There’s an obvious statistical implication:  If you finish second, for example, you have only one place to move up and forty one places to move down.  You’re either going to win the championship next year, become second again, or move down.  The probability is that you’re going to finish worse than second.

To look at the data in a slightly different way, I plotted it the same way they plot the daily activity of the the stock market:  the symbol shows you the average.  One line extends up to the maximum increase in position and one line extends down to the largest drop in position.

 

The first-place curse

In fact, if we’re going to call dropping in the standings a “curse”, then there is clearly a first-place curse that affects everyone except Jimmie Johnson.  Mose drivers who win the championship one year inevitably finish worse the next year.  When I say ‘drop in points’, it’s not a huge drop:  nine places was the most anyone who finished first dropped.

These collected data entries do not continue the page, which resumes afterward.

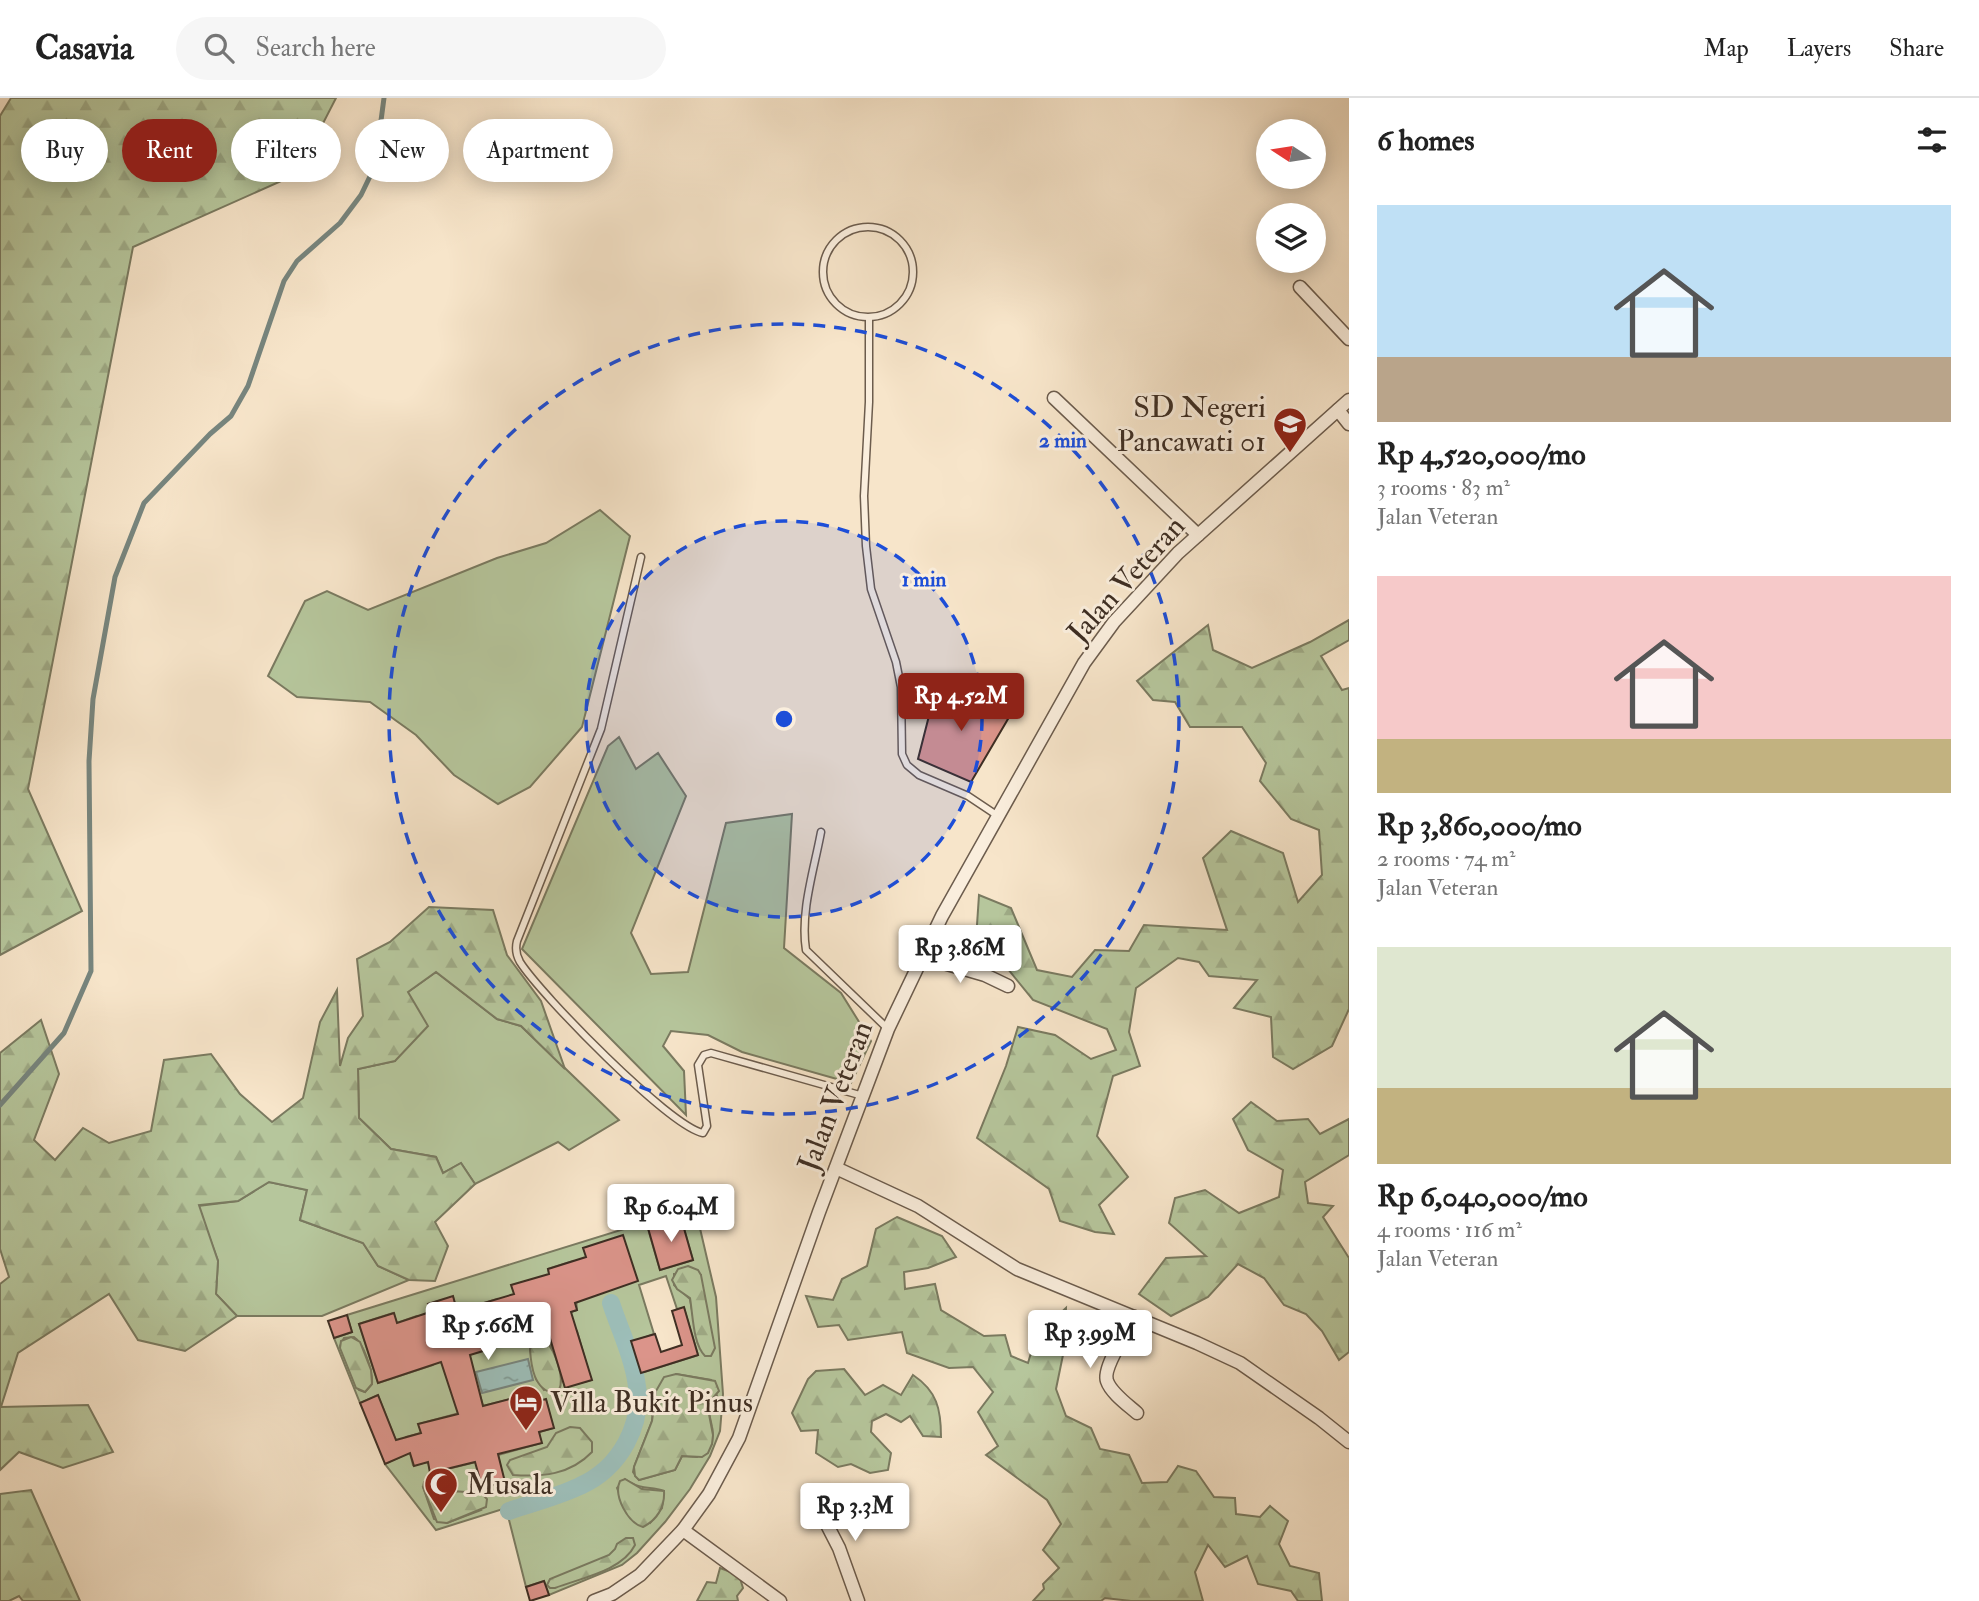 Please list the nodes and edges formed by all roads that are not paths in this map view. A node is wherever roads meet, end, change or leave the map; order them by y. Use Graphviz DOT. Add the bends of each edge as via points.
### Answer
graph roads {
  1 [pos="1300,287"];
  2 [pos="869,318"];
  3 [pos="1349,339"];
  4 [pos="1054,398"];
  5 [pos="1349,400"];
  6 [pos="1338,410"];
  7 [pos="1349,424"];
  8 [pos="1198,536"];
  9 [pos="641,557"];
  10 [pos="999,817"];
  11 [pos="821,832"];
  12 [pos="923,957"];
  13 [pos="1008,986"];
  14 [pos="888,1029"];
  15 [pos="863,1096"];
  16 [pos="836,1168"];
  17 [pos="1135,1317"];
  18 [pos="1137,1413"];
  19 [pos="1349,1442"];
  20 [pos="820,1492"];
  21 [pos="683,1530"];
  22 [pos="594,1601"];
  23 [pos="780,1601"];
  24 [pos="858,1601"];
  1 -- 3 [label="street"];
  2 -- 2 [label="lane" via="884,315 907,296 913,267 900,240 873,227 839,238 826,256 823,270 831,299 841,309"];
  2 -- 10 [label="lane" via="866,546 871,589 901,687 902,754 919,775 968,796"];
  4 -- 8 [label="street"];
  5 -- 6 [label="street, Jalan Veteran"];
  6 -- 7 [label="street"];
  6 -- 8 [label="street, Jalan Veteran"];
  8 -- 10 [label="street, Jalan Veteran" via="1114,622 1084,663"];
  9 -- 15 [label="lane" via="601,729 517,942 519,961 563,1013 666,1111 694,1131 703,1133 707,1126 698,1065 711,1053"];
  10 -- 12 [label="street, Jalan Veteran"];
  11 -- 14 [label="lane" via="806,913 807,950"];
  12 -- 13 [label="street"];
  12 -- 14 [label="street, Jalan Veteran"];
  14 -- 15 [label="street, Jalan Veteran"];
  15 -- 16 [label="street, Jalan Veteran"];
  16 -- 17 [label="street" via="918,1206 1017,1269"];
  16 -- 21 [label="street, Jalan Veteran" via="739,1438"];
  17 -- 18 [label="street" via="1106,1375 1110,1386"];
  17 -- 19 [label="street" via="1240,1363"];
  20 -- 24 [label="street" via="821,1513"];
  21 -- 22 [label="street, Jalan Veteran" via="640,1575"];
  21 -- 23 [label="street"];
} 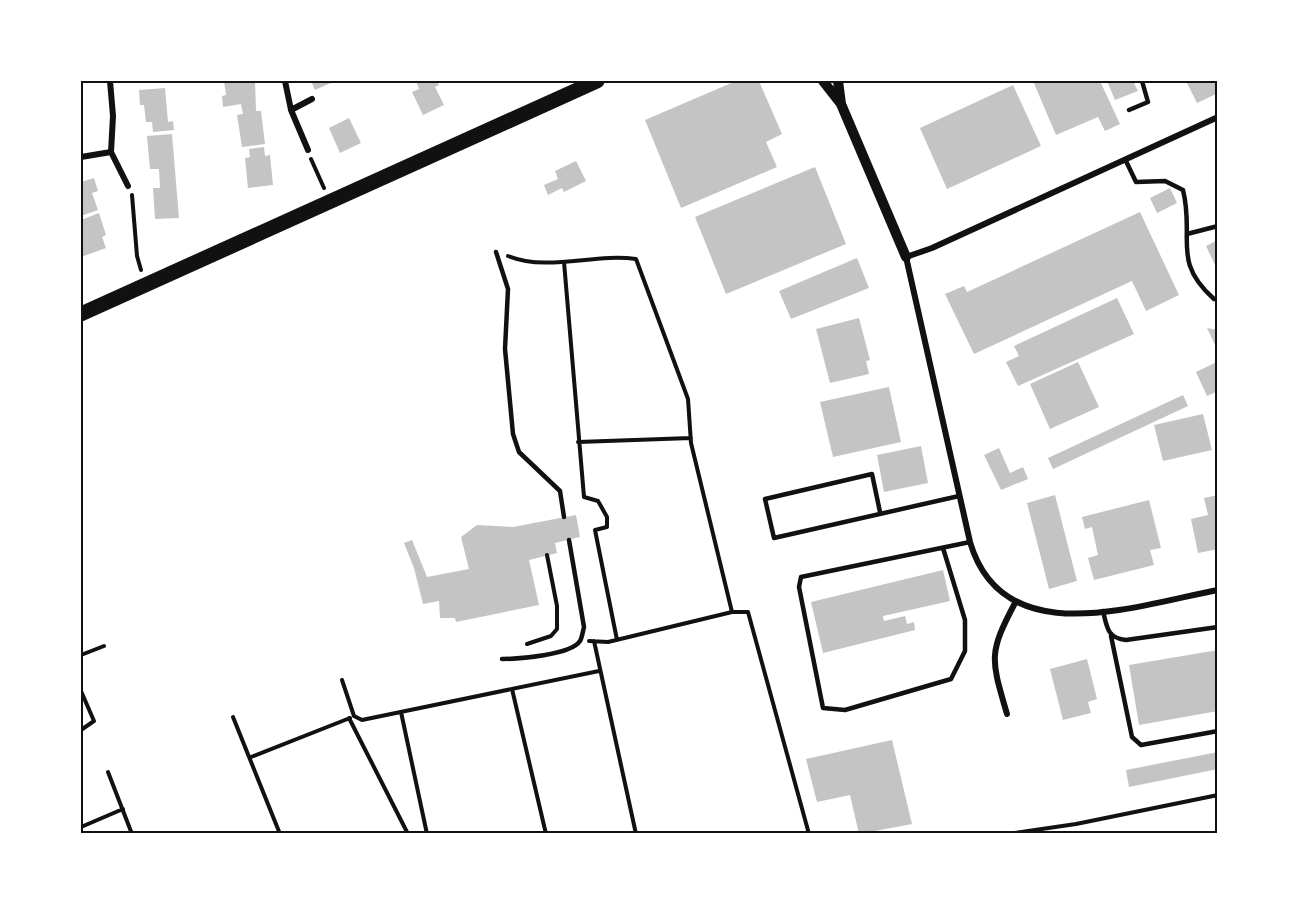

The average first time finisher fell almost five positions.  That’s including four consecutive ’0′s due to Jimmie Johnson.  If we exclude Jimmie just because what he did was really unprecedented (and unlikely to be duplicated), the average first-place finisher falls almost seven positions the next year – about the the same as the second-place driver.

The second-place curse

Second place shows a very similar story, only worse.  There is only one case in twelve years in which the second place finisher one year won the championship the next year.  That was Jimmie Johnson.  Whoops – Rick pointed out my mistake.  It was 2001 -2o02 and the driver was Tony Stewart!  On average (including Jimmie), the second place finisher finishes about seven positions lower the next year.

The three biggest drops in point standings (-15, -13, -11, -9 and -7) are due to Martin, Edwards, Biffle, Edwards and Hamlin.  There are no extenuating circumstances like crew chief changes, owner changes, etc. on which to blame the drops.  Four out of five of those drivers were all driving for Roush at the time… maybe there’s a Roush curse?

The bad news for Jimmie Johnson… and everyone else who made the chase

Here’s the bad news for Jimmie:  Yes, he avoided the second-place curse; however, no third-place driver has gone on to finish first or second the next year.  The best they’ve done was to match their third-place finish.

Yep, perhaps there’s a third-place curse as well, as third-place drivers finish an average of three places lower the following year.

In fact, you don’t find a finishing position in which there is an average probability of bettering your finish until 7th place.  On the graph above, you can see that the majority of finishes were improvements, although without one -11 change, it would be a much more positive number.  After that, it’s an oscillation between slightly better and slightly worse.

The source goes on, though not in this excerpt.